• **INFORMATION PROVIDED**
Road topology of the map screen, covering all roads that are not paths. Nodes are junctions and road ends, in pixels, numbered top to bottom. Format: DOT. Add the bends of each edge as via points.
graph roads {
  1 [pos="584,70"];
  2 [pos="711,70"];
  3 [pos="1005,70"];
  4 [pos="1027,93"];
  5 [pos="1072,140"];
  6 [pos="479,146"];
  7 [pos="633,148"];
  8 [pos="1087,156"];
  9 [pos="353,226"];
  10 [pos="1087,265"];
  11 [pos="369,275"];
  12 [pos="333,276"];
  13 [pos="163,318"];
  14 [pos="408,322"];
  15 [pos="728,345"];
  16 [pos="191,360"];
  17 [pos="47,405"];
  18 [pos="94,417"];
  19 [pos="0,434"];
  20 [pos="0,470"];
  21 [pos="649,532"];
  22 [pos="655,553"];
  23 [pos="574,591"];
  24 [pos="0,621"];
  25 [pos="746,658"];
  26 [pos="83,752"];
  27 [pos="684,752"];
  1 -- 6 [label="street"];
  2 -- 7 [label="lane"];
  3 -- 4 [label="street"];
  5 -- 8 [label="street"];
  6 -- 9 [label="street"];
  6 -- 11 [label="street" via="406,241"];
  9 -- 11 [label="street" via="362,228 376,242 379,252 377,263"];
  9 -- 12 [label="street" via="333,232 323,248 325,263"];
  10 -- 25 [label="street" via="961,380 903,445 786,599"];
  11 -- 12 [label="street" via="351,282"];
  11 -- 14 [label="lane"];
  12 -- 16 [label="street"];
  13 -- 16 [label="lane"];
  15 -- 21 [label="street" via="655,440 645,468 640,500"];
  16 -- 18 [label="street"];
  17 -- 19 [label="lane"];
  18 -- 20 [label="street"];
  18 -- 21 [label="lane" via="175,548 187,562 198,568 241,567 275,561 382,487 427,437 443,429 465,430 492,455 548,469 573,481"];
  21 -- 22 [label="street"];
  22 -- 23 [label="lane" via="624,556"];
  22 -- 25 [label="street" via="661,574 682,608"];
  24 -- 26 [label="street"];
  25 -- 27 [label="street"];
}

• **ACTIVITY**
Every line of the data above should be reproduced word for word.

• **EXPECTED ANSWER**
Road topology of the map screen, covering all roads that are not paths. Nodes are junctions and road ends, in pixels, numbered top to bottom. Format: DOT. Add the bends of each edge as via points.
graph roads {
  1 [pos="584,70"];
  2 [pos="711,70"];
  3 [pos="1005,70"];
  4 [pos="1027,93"];
  5 [pos="1072,140"];
  6 [pos="479,146"];
  7 [pos="633,148"];
  8 [pos="1087,156"];
  9 [pos="353,226"];
  10 [pos="1087,265"];
  11 [pos="369,275"];
  12 [pos="333,276"];
  13 [pos="163,318"];
  14 [pos="408,322"];
  15 [pos="728,345"];
  16 [pos="191,360"];
  17 [pos="47,405"];
  18 [pos="94,417"];
  19 [pos="0,434"];
  20 [pos="0,470"];
  21 [pos="649,532"];
  22 [pos="655,553"];
  23 [pos="574,591"];
  24 [pos="0,621"];
  25 [pos="746,658"];
  26 [pos="83,752"];
  27 [pos="684,752"];
  1 -- 6 [label="street"];
  2 -- 7 [label="lane"];
  3 -- 4 [label="street"];
  5 -- 8 [label="street"];
  6 -- 9 [label="street"];
  6 -- 11 [label="street" via="406,241"];
  9 -- 11 [label="street" via="362,228 376,242 379,252 377,263"];
  9 -- 12 [label="street" via="333,232 323,248 325,263"];
  10 -- 25 [label="street" via="961,380 903,445 786,599"];
  11 -- 12 [label="street" via="351,282"];
  11 -- 14 [label="lane"];
  12 -- 16 [label="street"];
  13 -- 16 [label="lane"];
  15 -- 21 [label="street" via="655,440 645,468 640,500"];
  16 -- 18 [label="street"];
  17 -- 19 [label="lane"];
  18 -- 20 [label="street"];
  18 -- 21 [label="lane" via="175,548 187,562 198,568 241,567 275,561 382,487 427,437 443,429 465,430 492,455 548,469 573,481"];
  21 -- 22 [label="street"];
  22 -- 23 [label="lane" via="624,556"];
  22 -- 25 [label="street" via="661,574 682,608"];
  24 -- 26 [label="street"];
  25 -- 27 [label="street"];
}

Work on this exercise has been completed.